The bar is much higher when you're making something you wouldn't personally use. It's certainly possible, and occasionally profitable, to do just that, but boy are things easier if you're solving a problem you happen to also have.
It much closer to Hewlett's view (of Hewlett-Packard fame) that "if the engineer at the next bench liked it and thought it would make his job easier, then it was worth doing." (quoting https://hpmuseum.org/hp35.htm )
> A lot of people make things that they think that other people want, but the main target audience, at least for myself, is me. I trust that if I find something interesting, there are probably other people who do too.
See also “dog fooding”
However, that advice doesn't please the audience, so few entertainers will give it.
I don't see how "build something you want" is different from basically how 99% of businesses start.
That being said, I've enjoyed Simone's wit and creativity for several years. I tuned in after one of my friends mentioned her, and she's been tenacious throughout her personal health journey and the vagaries of making ridiculous stuff on-camera. I feel like it's great that she's branching out to making stuff for other people to have.
"Was starting a product business a mistake?"
1. Hack it with an additional display on top to display different calendars according to the task you're keeping track of and the ability to scroll though them, while showing the calendar state for that task.
2. Make a similarly sized touchscreen calendar which allows one to switch between them, and also add stuff like reminders, challenges, gamification/gratification stuff. The BOM cost for a DIY should funnily enough be roughly similar, or if you're savvy enough, possibly much less.
That's almost certainly the answer to the headline.
Her citizenship is not mentioned in Wikipedia, so her health insurance coverage may be a matter of private, personal funds, because she probably has neither Medicaid nor FTE with benefits.
I would hope she has health insurance.
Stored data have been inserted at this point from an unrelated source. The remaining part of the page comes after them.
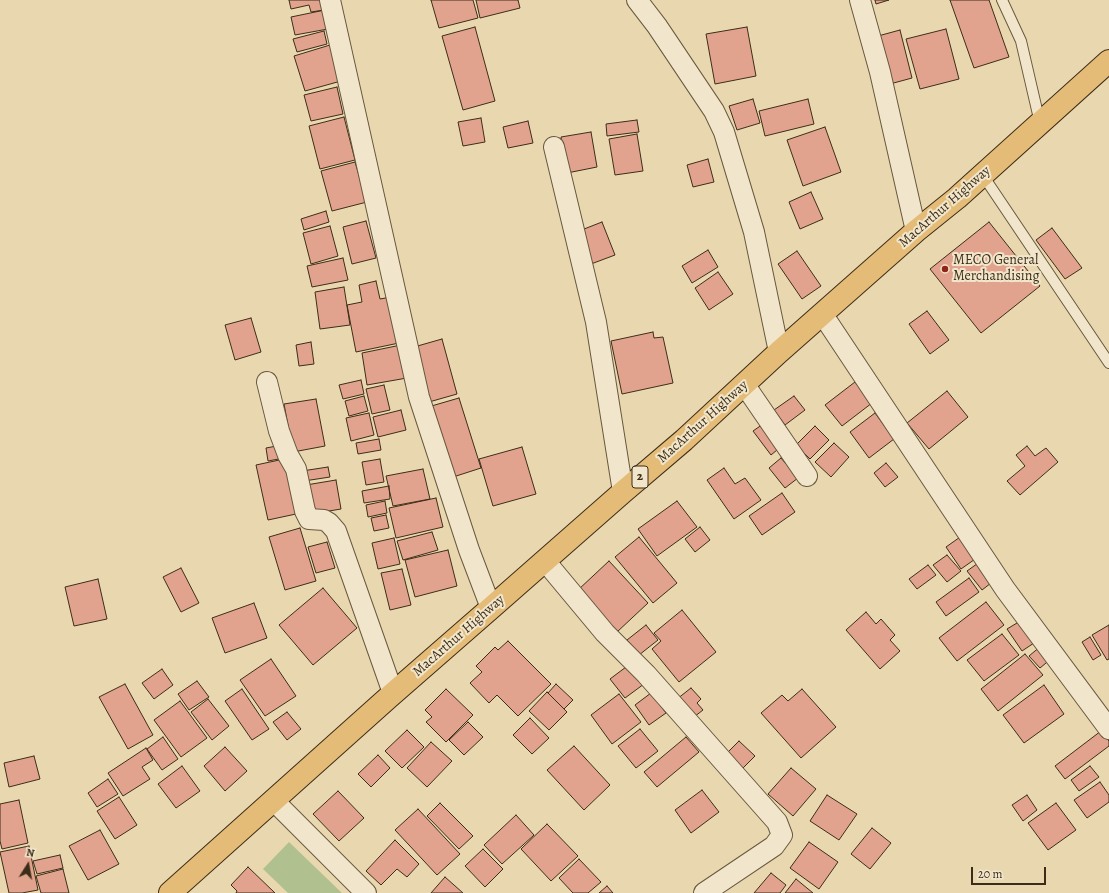 <!DOCTYPE html>
<style>
body{margin:0}
#map{position:relative;width:1109px;height:893px;overflow:hidden;background:#e9d8af;font-family:Alegreya,serif}
canvas{display:block}
.north{position:absolute;left:8px;top:845px;width:40px;height:40px;-webkit-text-stroke:3px #f1e6cb;paint-order:stroke;rotate:11deg;font-size:11px;font-weight:700;line-height:16px;text-align:center;color:#3d2d18}
.north::after{content:'';display:block;margin:auto;width:14px;height:18px;background:#3d2d18;clip-path:polygon(50% 0,100% 100%,50% 72%,0 100%)}
.scale{position:absolute;left:971px;top:867px;width:75px;height:18px;box-sizing:border-box;border:2px solid #3d2d18;border-top:0;padding-left:5px;font-size:12px;line-height:14px;white-space:nowrap;color:#3d2d18;-webkit-text-stroke:3px #f1e6cb;paint-order:stroke}
</style>
<div id="map">
<canvas width="1109" height="893"></canvas>
<div class="north">N</div>
<div class="scale">20 m</div>
</div>
<script>
const ctx = document.querySelector('canvas').getContext('2d');
ctx.lineJoin = 'round';
function fill(path, color) { ctx.fillStyle = color; ctx.fill(path, 'evenodd'); }
const shape = rows => new Path2D(rows.map(r => 'M' + r).join(''));
function strokePath(path, color, width, dash) { ctx.strokeStyle = color; ctx.lineWidth = width; ctx.lineCap = dash ? 'butt' : 'round'; ctx.setLineDash(dash || []); ctx.stroke(path); }
function write(font, color, halo, rows, align = 'center') {
  ctx.font = font + ' Alegreya,serif'; ctx.lineWidth = 4; ctx.setLineDash([]); ctx.textBaseline = 'middle'; ctx.strokeStyle = halo; ctx.fillStyle = color; for (const [text, x, y, turn = 0] of rows) {
    ctx.save(); ctx.translate(x, y); ctx.rotate((+turn || 0) * Math.PI / 180); ctx.textAlign = isNaN(turn) ? turn : align; if (halo) ctx.strokeText(text, 0, 0); ctx.fillText(text, 0, 0); ctx.restore();
  }
}
fill(shape([
 [289,842,342,893,288,893,263,869]
]), '#b1c08f');
const building = shape([
 [289,0,322,0,324,10,311,12,309,5,291,9,289,0],
 [431,0,473,0,478,18,439,28,431,0],
 [476,0,518,0,520,8,480,18,476,0],
 [875,0,889,0,876,4,875,0],
 [950,0,989,0,1009,57,974,68,950,0],
 [325,10,328,29,295,35,291,17,325,10],
 [475,27,495,101,463,110,442,36,475,27],
 [747,27,756,76,715,84,706,34,747,27],
 [946,29,959,79,920,89,906,39,946,29],
 [900,30,912,78,890,84,878,36,900,30],
 [324,31,327,44,297,52,293,39,324,31],
 [330,45,341,81,305,91,294,56,330,45],
 [337,87,343,114,311,121,304,95,337,87],
 [753,99,760,123,737,130,729,106,753,99],
 [808,99,814,124,765,136,759,111,808,99],
 [344,117,355,160,320,169,309,126,344,117],
 [481,118,485,142,463,146,458,122,481,118],
 [637,120,639,132,607,136,606,124,637,120],
 [528,121,533,143,508,148,503,127,528,121],
 [825,127,841,172,803,186,787,140,825,127],
 [591,132,597,167,567,173,561,137,591,132],
 [637,134,643,171,615,175,609,139,637,134],
 [708,159,714,182,693,187,687,165,708,159],
 [355,162,367,202,332,211,321,171,355,162],
 [811,192,823,219,800,229,789,202,811,192],
 [326,211,329,222,304,230,301,219,326,211],
 [366,221,376,258,352,264,343,227,366,221],
 [602,222,615,255,591,264,579,231,602,222],
 [989,222,1040,286,981,333,930,269,989,222],
 [330,226,338,256,311,264,303,233,330,226],
 [1052,228,1082,268,1065,279,1036,240,1052,228],
 [708,250,718,267,692,283,682,266,708,250],
 [797,251,821,286,802,299,778,264,797,251],
 [343,258,348,280,312,287,307,266,343,258],
 [718,272,733,294,709,310,695,288,718,272],
 [376,281,380,299,391,297,399,343,356,352,347,305,362,302,359,285,376,281],
 [344,287,350,325,320,329,315,292,344,287],
 [927,311,949,340,930,354,909,324,927,311],
 [251,318,261,352,235,360,225,325,251,318],
 [653,332,654,338,663,337,673,383,622,394,611,341,653,332],
 [442,339,457,394,429,402,414,347,442,339],
 [311,342,314,364,299,366,296,345,311,342],
 [401,345,407,378,367,385,362,353,401,345],
 [361,380,364,394,343,399,339,385,361,380],
 [855,382,872,403,842,426,825,405,855,382],
 [384,385,390,410,372,414,366,389,384,385],
 [947,391,968,417,929,449,907,423,947,391],
 [364,396,368,411,349,416,345,401,364,396],
 [794,396,805,410,785,425,774,410,794,396],
 [459,398,481,468,450,478,428,407,459,398],
 [316,399,325,446,293,452,284,404,316,399],
 [401,410,406,430,378,437,373,417,401,410],
 [369,413,374,435,351,441,346,418,369,413],
 [875,413,894,439,869,458,850,432,875,413],
 [766,422,783,445,771,455,753,431,766,422],
 [815,426,829,440,810,459,796,445,815,426],
 [379,439,381,450,358,454,356,443,379,439],
 [834,443,849,457,831,477,815,462,834,443],
 [282,445,284,458,268,461,266,448,282,445],
 [1027,446,1035,456,1046,448,1058,462,1020,495,1007,481,1025,466,1016,455,1027,446],
 [522,447,536,494,493,506,479,459,522,447],
 [781,458,798,478,785,488,769,468,781,458],
 [284,459,296,514,268,520,256,465,284,459],
 [380,459,384,482,366,485,362,462,380,459],
 [886,463,898,477,885,487,874,473,886,463],
 [328,467,330,477,304,481,302,471,328,467],
 [724,468,735,484,745,478,761,500,734,519,707,480,724,468],
 [423,469,430,499,393,506,386,476,423,469],
 [336,480,341,509,311,514,306,485,336,480],
 [389,486,390,499,364,503,362,491,389,486],
 [782,493,795,512,762,535,749,516,782,493],
 [436,498,443,527,396,538,389,508,436,498],
 [385,501,387,513,368,517,366,505,385,501],
 [677,501,697,527,657,556,638,529,677,501],
 [386,515,389,528,374,531,371,518,386,515],
 [700,527,710,540,695,552,685,539,700,527],
 [300,528,316,581,285,590,269,537,300,528],
 [432,532,438,550,403,560,397,541,432,532],
 [963,535,978,557,961,569,946,547,963,535],
 [639,537,677,583,653,603,615,557,639,537],
 [394,538,400,564,378,569,372,543,394,538],
 [327,542,335,568,316,573,308,547,327,542],
 [448,550,457,586,415,597,405,560,448,550],
 [947,555,961,571,947,582,933,565,947,555],
 [609,561,648,603,617,632,578,590,609,561],
 [981,561,995,580,982,590,967,571,981,561],
 [928,565,936,575,917,589,909,579,928,565],
 [181,568,199,603,181,612,163,577,181,568],
 [402,569,411,605,390,610,381,573,402,569],
 [969,578,979,592,946,616,936,602,969,578],
 [98,579,107,619,74,626,65,587,98,579],
 [323,588,357,628,313,665,279,625,323,588],
 [986,602,1004,625,957,661,939,638,986,602],
 [254,603,267,638,225,653,212,618,254,603],
 [682,610,716,652,679,682,652,649,661,641,654,633,682,610],
 [866,612,876,624,881,619,895,635,890,640,900,651,880,669,846,630,866,612],
 [1022,620,1037,641,1022,651,1007,629,1022,620],
 [646,625,658,640,639,655,627,640,646,625],
 [1109,625,1109,659,1107,660,1092,635,1109,625],
 [1002,634,1019,655,984,681,967,660,1002,634],
 [1090,637,1101,655,1093,660,1082,642,1090,637],
 [508,641,551,684,518,716,497,695,489,703,470,683,482,672,476,666,495,647,498,650,508,641],
 [1041,646,1052,658,1040,668,1029,656,1041,646],
 [1025,654,1043,675,998,711,981,689,1025,654],
 [271,659,296,696,265,716,240,680,271,659],
 [630,664,644,684,625,698,610,679,630,664],
 [162,669,173,685,154,699,142,683,162,669],
 [197,681,209,697,189,710,178,694,197,681],
 [125,684,153,735,128,749,99,697,125,684],
 [556,684,573,700,564,709,548,693,556,684],
 [1044,685,1064,714,1024,743,1003,715,1044,685],
 [691,688,701,699,697,703,703,710,694,717,677,699,691,688],
 [242,689,269,729,252,740,225,701,242,689],
 [446,689,473,715,446,742,426,722,432,717,425,710,446,689],
 [802,689,836,727,801,758,761,713,782,695,788,701,802,689],
 [547,692,567,712,549,730,529,711,547,692],
 [651,693,666,713,649,725,635,705,651,693],
 [619,694,641,722,612,744,591,715,619,694],
 [208,699,229,726,212,740,191,712,208,699],
 [180,701,207,738,181,757,154,720,180,701],
 [287,712,301,729,287,740,273,722,287,712],
 [530,718,549,738,532,754,513,735,530,718],
 [468,722,483,737,464,755,449,740,468,722],
 [640,729,658,751,636,768,618,746,640,729],
 [407,730,424,747,402,768,385,751,407,730],
 [1101,731,1109,741,1109,746,1065,779,1055,766,1101,731],
 [163,737,178,759,162,770,147,749,163,737],
 [686,737,699,752,657,787,644,772,686,737],
 [739,741,755,756,741,770,726,754,739,741],
 [431,742,452,761,427,787,407,768,431,742],
 [574,746,610,785,584,810,547,770,574,746],
 [225,747,247,771,225,791,204,766,225,747],
 [146,748,153,760,142,767,150,779,123,796,108,773,146,748],
 [378,755,390,768,371,787,358,774,378,755],
 [34,756,40,779,9,787,4,763,34,756],
 [182,766,200,791,176,808,158,784,182,766],
 [1090,766,1099,777,1079,791,1071,780,1090,766],
 [791,768,816,789,793,816,768,794,791,768],
 [108,779,118,794,97,807,88,793,108,779],
 [1100,782,1109,795,1109,802,1087,818,1074,800,1100,782],
 [702,790,719,812,691,833,675,810,702,790],
 [338,791,364,818,339,841,313,814,338,791],
 [827,795,857,814,839,840,810,821,827,795],
 [1027,795,1037,810,1023,821,1012,805,1027,795],
 [119,797,137,825,115,839,97,811,119,797],
 [19,800,28,843,2,849,0,841,0,804,19,800],
 [440,803,473,836,459,849,427,816,440,803],
 [1056,803,1076,830,1048,850,1028,823,1056,803],
 [418,809,460,854,437,875,395,830,418,809],
 [516,815,534,835,502,864,484,845,516,815],
 [547,824,578,856,551,881,521,849,547,824],
 [872,828,891,843,870,869,851,854,872,828],
 [100,830,119,864,88,880,69,846,100,830],
 [395,840,419,864,407,877,397,869,381,885,366,871,395,840],
 [809,842,838,862,819,889,790,868,809,842],
 [29,846,38,890,22,893,9,893,0,852,29,846],
 [483,849,503,869,485,887,465,866,483,849],
 [60,855,63,868,37,874,33,861,60,855],
 [579,859,601,882,588,893,573,893,559,878,579,859],
 [248,867,275,893,236,893,237,891,231,885,248,867],
 [63,869,69,893,41,893,36,876,63,869],
 [771,873,786,885,780,893,754,893,771,873],
 [445,877,463,893,431,893,445,877],
 [796,879,813,893,785,893,796,879],
 [607,886,613,893,599,893,607,886]
]);
fill(building, '#e1a38d');
strokePath(building, '#3d2d18', 1);
const lane = shape([
 [1002,0,1021,41,1040,123],
 [982,174,1109,363]
]);
const street = shape([
 [330,0,419,397,469,550,491,608],
 [637,0,657,26,714,111,724,132,754,232,779,352],
 [860,0,880,72,916,231],
 [554,147,596,322,623,492],
 [823,315,1005,589,1109,729],
 [267,382,279,431,288,455,296,469,305,511,309,519,324,520,329,523,336,531,393,693],
 [744,384,807,476],
 [545,561,605,633,646,674,777,822,782,835,774,846,704,893],
 [273,800,366,893]
]);
const highway = shape([
 [170,893,389,697,491,608,623,492,684,440,779,352,916,231,957,198,1109,61]
]);
strokePath(lane, '#68583e', 12);
strokePath(street, '#68583e', 22);
strokePath(highway, '#3d2d18', 24);
strokePath(lane, '#f1e6cb', 10);
strokePath(street, '#f1e6cb', 20);
strokePath(highway, '#e4bc78', 22);
for (const [x, y, r, color] of [
 [945,269,4,"#8f2418"]
]) { const dot = new Path2D(); dot.arc(x, y, r, 0, 2 * Math.PI); ctx.fillStyle = color; ctx.fill(dot); strokePath(dot, '#f1e6cb', 1.5); }
for (const [x, y, w] of [
 [640,477,16]
]) { const box = new Path2D(); box.roundRect(x - w / 2, y - 11, w, 22, 3); ctx.fillStyle = '#f1e6cb'; ctx.fill(box); strokePath(box, '#3d2d18', 1); }
write('bold 13px', '#3d2d18', null, [
 ["2",640,477]
]);
write('14px', '#3d2d18', '#f1e6cb', [
 ["MacArthur Highway",945,207,-41],
 ["MacArthur Highway",703,422,-42],
 ["MacArthur Highway",459,636,-41]
]);
write('14px', '#3d2d18', '#f1e6cb', [
 ["MECO General",953,261],
 ["Merchandising",953,277]
], 'left');
</script>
Whenever I was self-employed I still made sure I had a private plan of some sort, and she has a whole company with employees, so it would be pretty easy for her to get a group plan.
If she had gone back to Sweden to do it, the surgery would have been free but she would first have had to reestablish herself in Sweden and then struggled with waiting time for her first doctor's appointment and possibly multiple referrals before she would have been put on a waiting list for surgery ... during which time her condition could have worsened. (I live in her old home town and have gone through something similar...)
If she had been diagnosed at a hospital in the US she would already have been in its system and would probably have been put on its priority list right away.